Task material
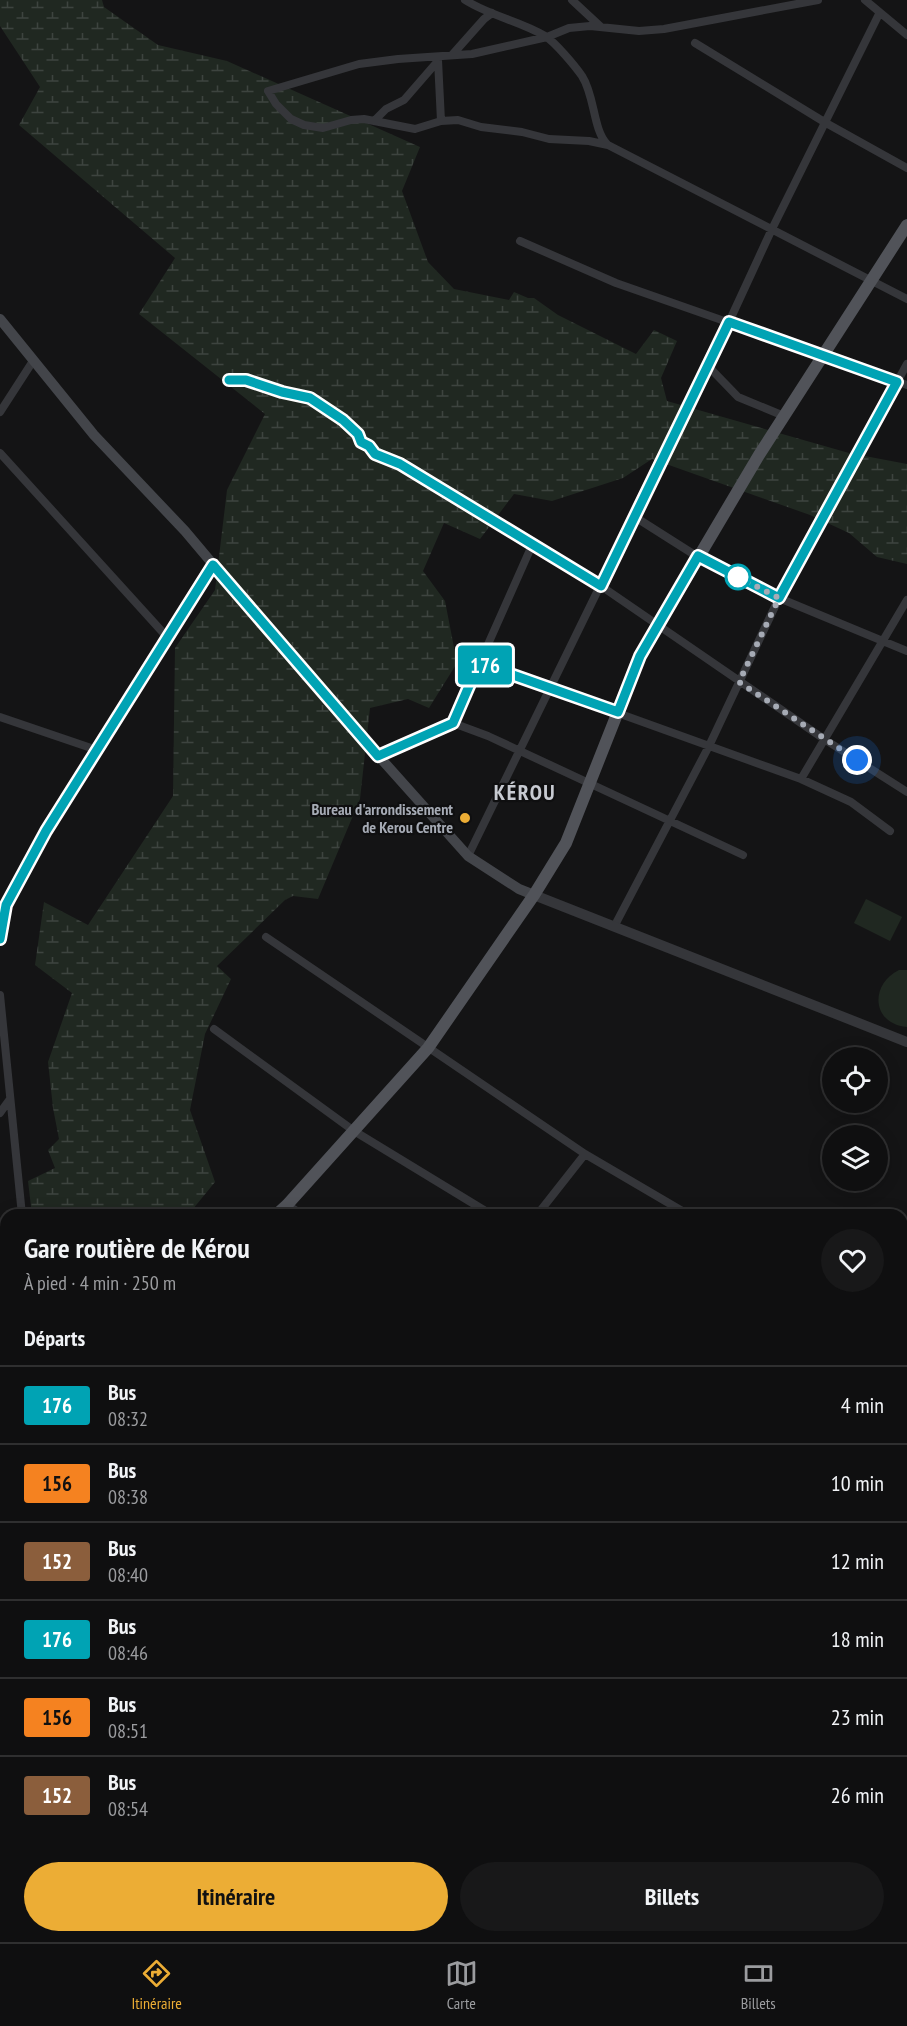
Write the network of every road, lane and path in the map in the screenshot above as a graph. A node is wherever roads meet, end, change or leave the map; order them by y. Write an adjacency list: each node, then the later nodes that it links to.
1 (465, 0): 5 (street)
2 (572, 0): 7 (street)
3 (818, 0): 7 (street)
4 (864, 0): 6 (street)
5 (492, 14): 9 (street); 11 (street)
6 (879, 14): 8 (street); 15 (street)
7 (601, 27): 9 (street)
8 (907, 35)
9 (547, 37): 11 (street); 16 (street)
10 (695, 44): 15 (street)
11 (452, 55): 12 (street)
12 (438, 59): 13 (street); 13 (street); 14 (street)
13 (374, 121): 14 (street)
14 (441, 121): 16 (street)
15 (826, 123): 17 (street); 19 (street)
16 (608, 145): 19 (street)
17 (907, 168)
18 (907, 225): 21 (main road)
19 (771, 231): 21 (street); 24 (street)
20 (520, 241): 24 (street)
21 (870, 280): 22 (street); 25 (main road)
22 (907, 300)
23 (0, 319): 26 (main road)
24 (729, 322): 25 (street); 28 (street)
25 (824, 356): 30 (street); 33 (main road)
26 (33, 361): 32 (street); 38 (main road)
27 (907, 364): 30 (street)
28 (708, 366): 33 (street); 35 (street)
29 (229, 380): 36 (street)
30 (897, 382): 31 (street); 40 (street)
31 (907, 385)
32 (0, 412)
33 (784, 416): 37 (main road)
34 (0, 453): 43 (street)
35 (635, 517): 37 (street); 39 (street)
36 (533, 543): 39 (street); 46 (street)
37 (698, 556): 40 (street); 42 (main road)
38 (213, 565): 43 (street); 56 (main road)
39 (601, 586): 42 (street); 48 (street)
40 (779, 598): 44 (street); 47 (street)
41 (907, 600): 44 (street)
42 (658, 625): 47 (street); 49 (main road)
43 (167, 637): 54 (street)
44 (883, 641): 45 (street); 52 (street)
45 (907, 651)
46 (479, 663): 48 (street); 51 (street)
47 (739, 682): 52 (street); 53 (street)
48 (551, 688): 49 (street); 55 (street)
49 (618, 712): 53 (street); 58 (main road)
50 (0, 717): 54 (street)
51 (453, 723): 55 (street); 56 (street)
52 (824, 739): 57 (street); 59 (street)
53 (709, 746): 57 (street); 60 (street)
54 (97, 750): 67 (street)
55 (520, 751): 58 (street); 63 (street)
56 (378, 756): 63 (main road)
57 (801, 779): 61 (street)
58 (588, 783): 60 (street); 64 (main road)
59 (907, 792)
60 (670, 821): 62 (street); 65 (street)
61 (890, 831)
62 (742, 855)
63 (468, 856): 64 (main road)
64 (534, 895): 65 (street); 71 (main road)
65 (615, 926): 70 (street)
66 (266, 937): 71 (street)
67 (0, 939)
68 (0, 995): 72 (street)
69 (214, 1029): 74 (street)
70 (907, 1042)
71 (428, 1048): 74 (main road); 75 (street)
72 (10, 1099): 73 (street); 76 (street)
73 (0, 1113)
74 (354, 1131): 77 (main road); 78 (street)
75 (585, 1154): 79 (street); 80 (street)
76 (21, 1209)
77 (287, 1209)
78 (482, 1209)
79 (542, 1209)
80 (679, 1209)

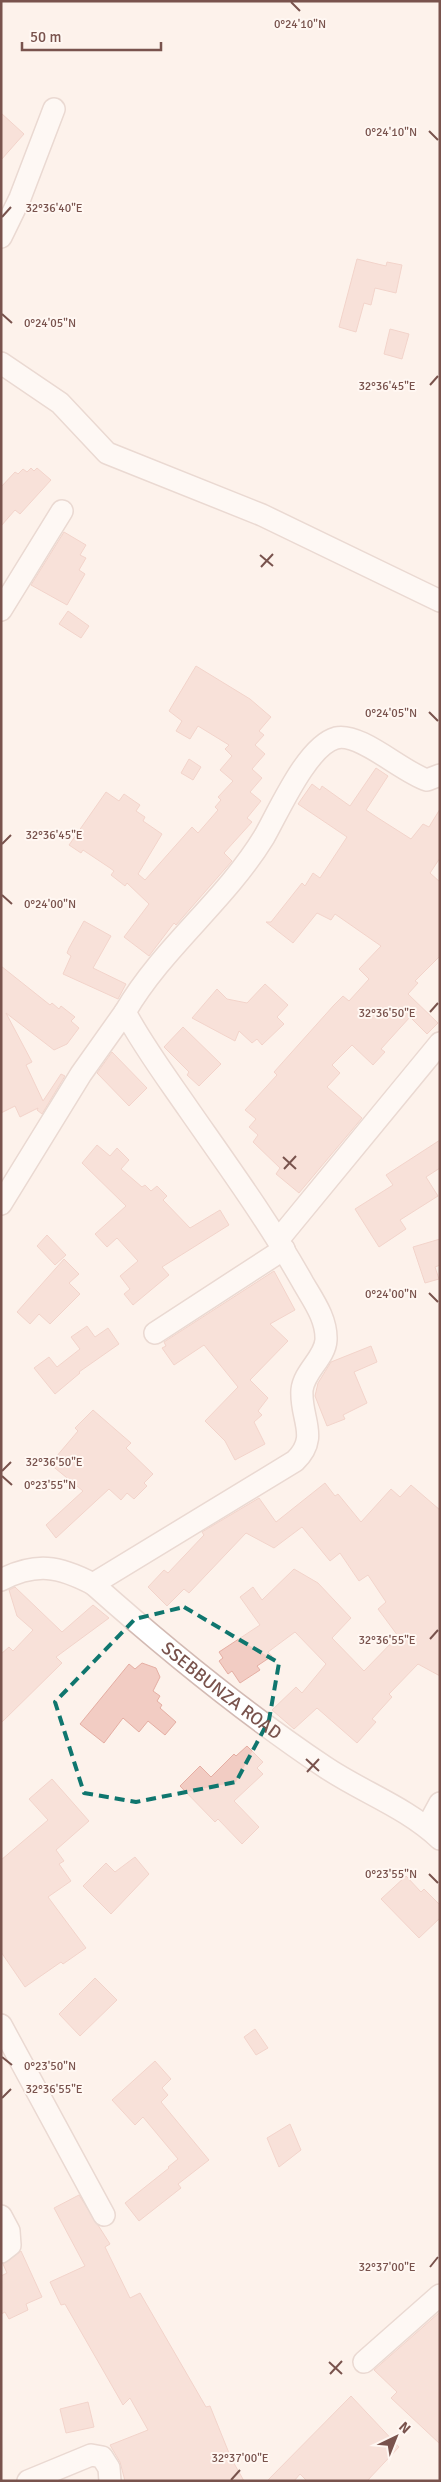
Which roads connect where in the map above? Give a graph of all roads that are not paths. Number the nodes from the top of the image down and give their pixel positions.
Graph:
1 (54, 109) dead end
2 (1, 237) edge
3 (1, 363) edge
4 (62, 511) dead end
5 (440, 601) edge
6 (1, 610) edge
7 (440, 775) edge
8 (125, 1012) junction
9 (440, 1043) edge
10 (1, 1204) edge
11 (281, 1245) junction
12 (155, 1333) dead end
13 (1, 1580) edge
14 (93, 1584) junction
15 (440, 1803) edge
16 (433, 1833) edge
17 (1, 2025) edge
18 (104, 2215) dead end
19 (1, 2216) edge
20 (1, 2252) edge
21 (440, 2295) edge
22 (364, 2362) dead end
23 (28, 2481) edge
24 (110, 2481) edge

1 - 2 street
3 - 5 street
4 - 6 street
7 - 8 street
8 - 10 street
8 - 11 street
9 - 11 street
11 - 12 street
11 - 14 street
13 - 14 street, SSEBBUNZA ROAD
14 - 16 street, SSEBBUNZA ROAD
15 - 16 street
17 - 18 street
19 - 20 street
21 - 22 street
23 - 24 street

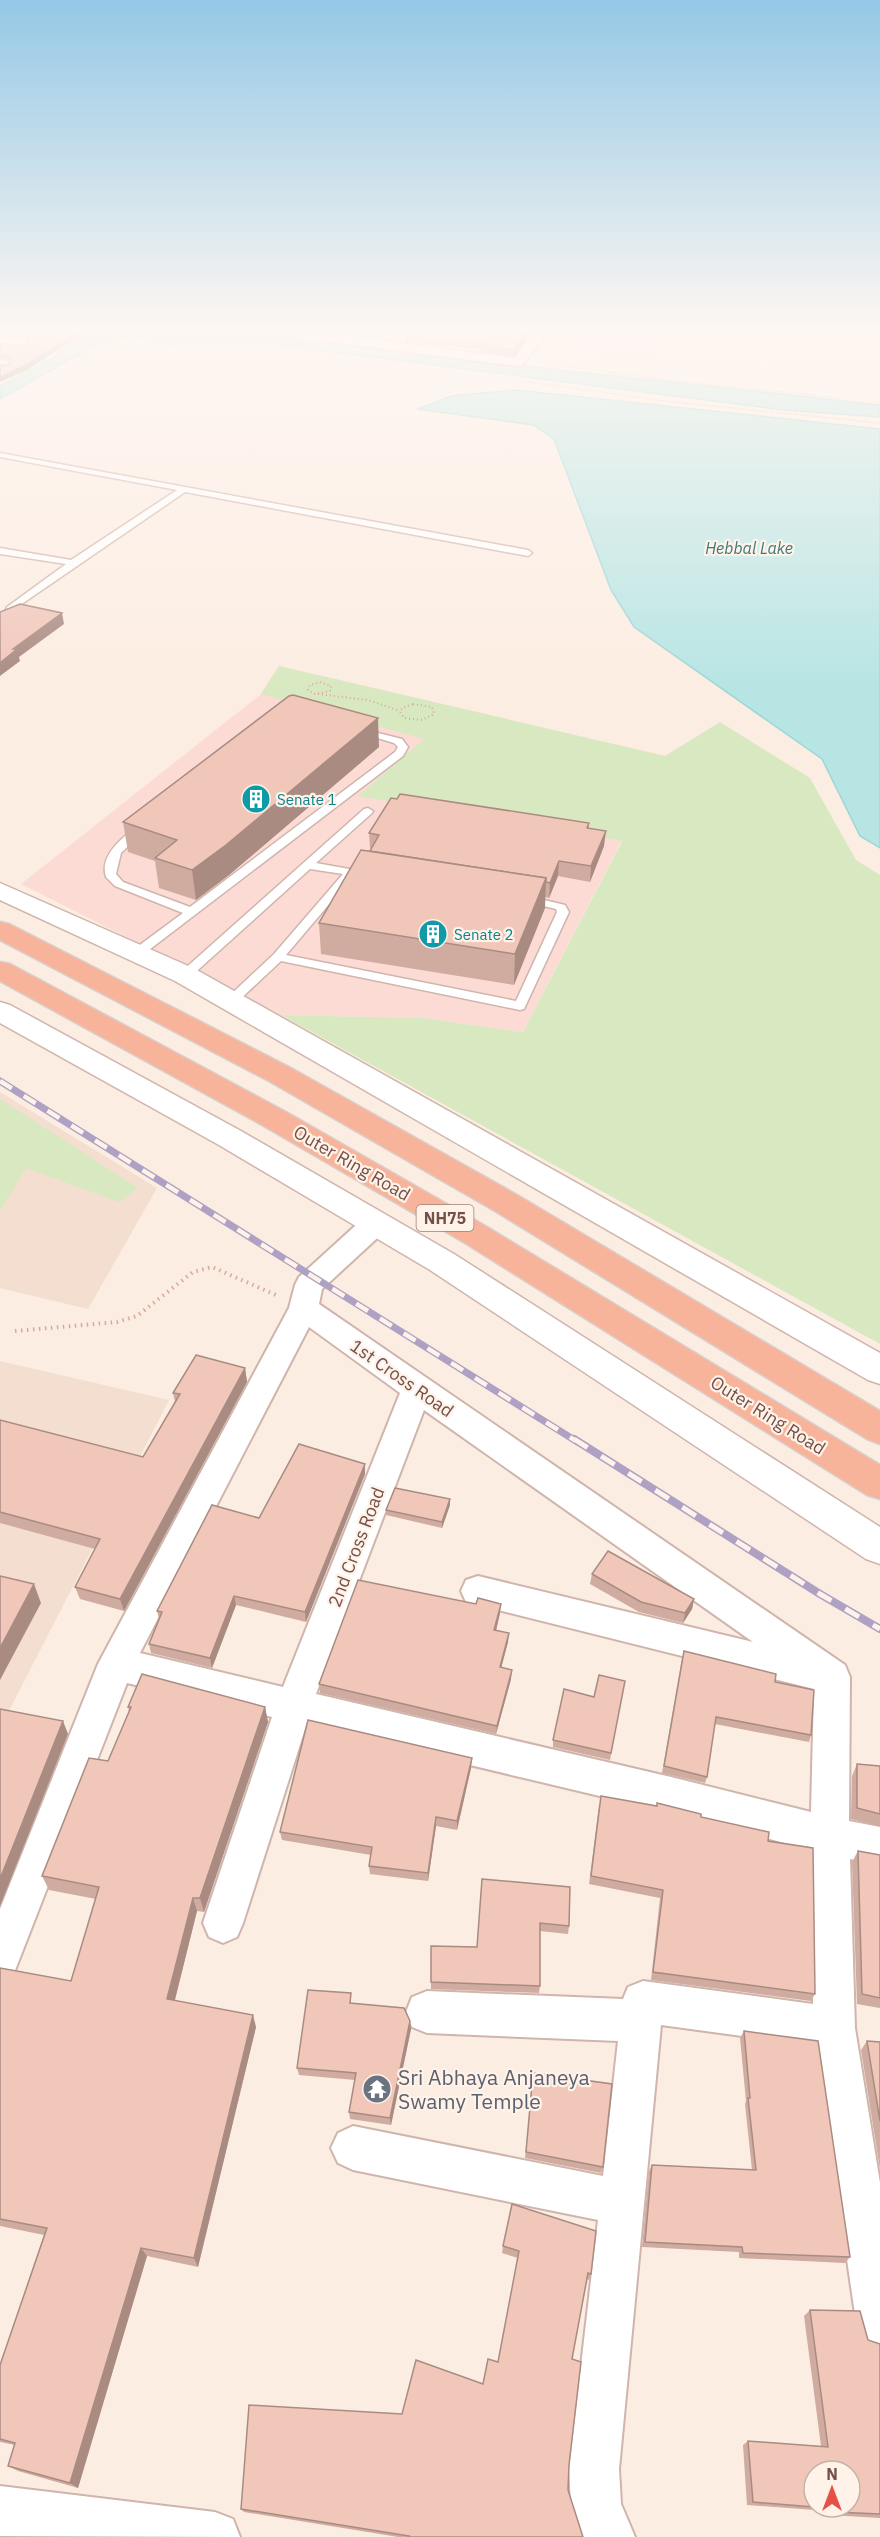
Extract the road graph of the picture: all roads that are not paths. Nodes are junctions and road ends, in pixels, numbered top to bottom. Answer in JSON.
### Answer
{"nodes":[{"id":1,"x":0,"y":455,"type":"edge"},
{"id":2,"x":184,"y":489,"type":"junction"},
{"id":3,"x":0,"y":551,"type":"edge"},
{"id":4,"x":528,"y":553,"type":"dead end"},
{"id":5,"x":73,"y":563,"type":"junction"},
{"id":6,"x":5,"y":612,"type":"edge"},
{"id":7,"x":343,"y":725,"type":"edge"},
{"id":8,"x":368,"y":811,"type":"dead end"},
{"id":9,"x":146,"y":824,"type":"edge"},
{"id":10,"x":307,"y":865,"type":"junction"},
{"id":11,"x":351,"y":872,"type":"junction"},
{"id":12,"x":374,"y":876,"type":"edge"},
{"id":13,"x":0,"y":891,"type":"edge"},
{"id":14,"x":509,"y":897,"type":"edge"},
{"id":15,"x":192,"y":912,"type":"junction"},
{"id":16,"x":0,"y":930,"type":"edge"},
{"id":17,"x":137,"y":953,"type":"junction"},
{"id":18,"x":278,"y":957,"type":"junction"},
{"id":19,"x":0,"y":970,"type":"edge"},
{"id":20,"x":185,"y":975,"type":"junction"},
{"id":21,"x":231,"y":1001,"type":"junction"},
{"id":22,"x":0,"y":1011,"type":"edge"},
{"id":23,"x":376,"y":1223,"type":"junction"},
{"id":24,"x":304,"y":1308,"type":"junction"},
{"id":25,"x":880,"y":1370,"type":"edge"},
{"id":26,"x":417,"y":1389,"type":"junction"},
{"id":27,"x":880,"y":1429,"type":"edge"},
{"id":28,"x":880,"y":1484,"type":"edge"},
{"id":29,"x":880,"y":1547,"type":"edge"},
{"id":30,"x":478,"y":1591,"type":"dead end"},
{"id":31,"x":116,"y":1664,"type":"junction"},
{"id":32,"x":832,"y":1677,"type":"junction"},
{"id":33,"x":294,"y":1705,"type":"junction"},
{"id":34,"x":830,"y":1836,"type":"junction"},
{"id":35,"x":880,"y":1846,"type":"edge"},
{"id":36,"x":223,"y":1923,"type":"dead end"},
{"id":37,"x":0,"y":1959,"type":"edge"},
{"id":38,"x":427,"y":2012,"type":"dead end"},
{"id":39,"x":641,"y":2021,"type":"junction"},
{"id":40,"x":834,"y":2028,"type":"junction"},
{"id":41,"x":353,"y":2148,"type":"dead end"},
{"id":42,"x":868,"y":2183,"type":"edge"},
{"id":43,"x":622,"y":2204,"type":"junction"},
{"id":44,"x":880,"y":2328,"type":"edge"},
{"id":45,"x":0,"y":2511,"type":"edge"},
{"id":46,"x":215,"y":2537,"type":"edge"},
{"id":47,"x":610,"y":2537,"type":"edge"}],
"edges":[{"from":1,"to":2,"type":"lane"},
{"from":2,"to":4,"type":"lane"},
{"from":2,"to":5,"type":"lane"},
{"from":3,"to":5,"type":"lane"},
{"from":5,"to":6,"type":"lane"},
{"from":7,"to":15,"type":"lane"},
{"from":8,"to":10,"type":"lane"},
{"from":9,"to":15,"type":"lane"},
{"from":10,"to":11,"type":"lane"},
{"from":10,"to":20,"type":"lane"},
{"from":11,"to":12,"type":"lane"},
{"from":11,"to":18,"type":"lane"},
{"from":13,"to":17,"type":"street"},
{"from":14,"to":18,"type":"lane"},
{"from":15,"to":17,"type":"lane"},
{"from":16,"to":27,"type":"highway","number":"NH75"},
{"from":17,"to":20,"type":"street"},
{"from":18,"to":21,"type":"lane"},
{"from":19,"to":28,"type":"highway","name":"Outer Ring Road","number":"NH75"},
{"from":20,"to":21,"type":"street"},
{"from":21,"to":25,"type":"street"},
{"from":22,"to":23,"type":"street"},
{"from":23,"to":24,"type":"street"},
{"from":23,"to":29,"type":"street"},
{"from":24,"to":26,"type":"street","name":"1st Cross Road"},
{"from":24,"to":31,"type":"street"},
{"from":26,"to":32,"type":"street","name":"1st Cross Road"},
{"from":26,"to":33,"type":"street","name":"2nd Cross Road"},
{"from":30,"to":32,"type":"street"},
{"from":31,"to":33,"type":"street"},
{"from":31,"to":37,"type":"street"},
{"from":32,"to":34,"type":"street"},
{"from":33,"to":34,"type":"street"},
{"from":33,"to":36,"type":"street","name":"2nd Cross Road"},
{"from":34,"to":35,"type":"street"},
{"from":34,"to":40,"type":"street"},
{"from":38,"to":39,"type":"street"},
{"from":39,"to":40,"type":"street"},
{"from":39,"to":43,"type":"street"},
{"from":40,"to":42,"type":"street"},
{"from":41,"to":43,"type":"street"},
{"from":42,"to":44,"type":"street"},
{"from":43,"to":47,"type":"street"},
{"from":45,"to":46,"type":"street"}]}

Exercise directions
Beginning with the line above that has "Which roads connect" and going on through the line that has "Extract the road", retype every line exactly and add nothing else; drop the pictures.

Result of the task
Which roads connect where in the map above? Give a graph of all roads that are not paths. Number the nodes from the top of the image down and give their pixel positions.
Graph:
1 (54, 109) dead end
2 (1, 237) edge
3 (1, 363) edge
4 (62, 511) dead end
5 (440, 601) edge
6 (1, 610) edge
7 (440, 775) edge
8 (125, 1012) junction
9 (440, 1043) edge
10 (1, 1204) edge
11 (281, 1245) junction
12 (155, 1333) dead end
13 (1, 1580) edge
14 (93, 1584) junction
15 (440, 1803) edge
16 (433, 1833) edge
17 (1, 2025) edge
18 (104, 2215) dead end
19 (1, 2216) edge
20 (1, 2252) edge
21 (440, 2295) edge
22 (364, 2362) dead end
23 (28, 2481) edge
24 (110, 2481) edge

1 - 2 street
3 - 5 street
4 - 6 street
7 - 8 street
8 - 10 street
8 - 11 street
9 - 11 street
11 - 12 street
11 - 14 street
13 - 14 street, SSEBBUNZA ROAD
14 - 16 street, SSEBBUNZA ROAD
15 - 16 street
17 - 18 street
19 - 20 street
21 - 22 street
23 - 24 street

Extract the road graph of the picture: all roads that are not paths. Nodes are junctions and road ends, in pixels, numbered top to bottom. Answer in JSON.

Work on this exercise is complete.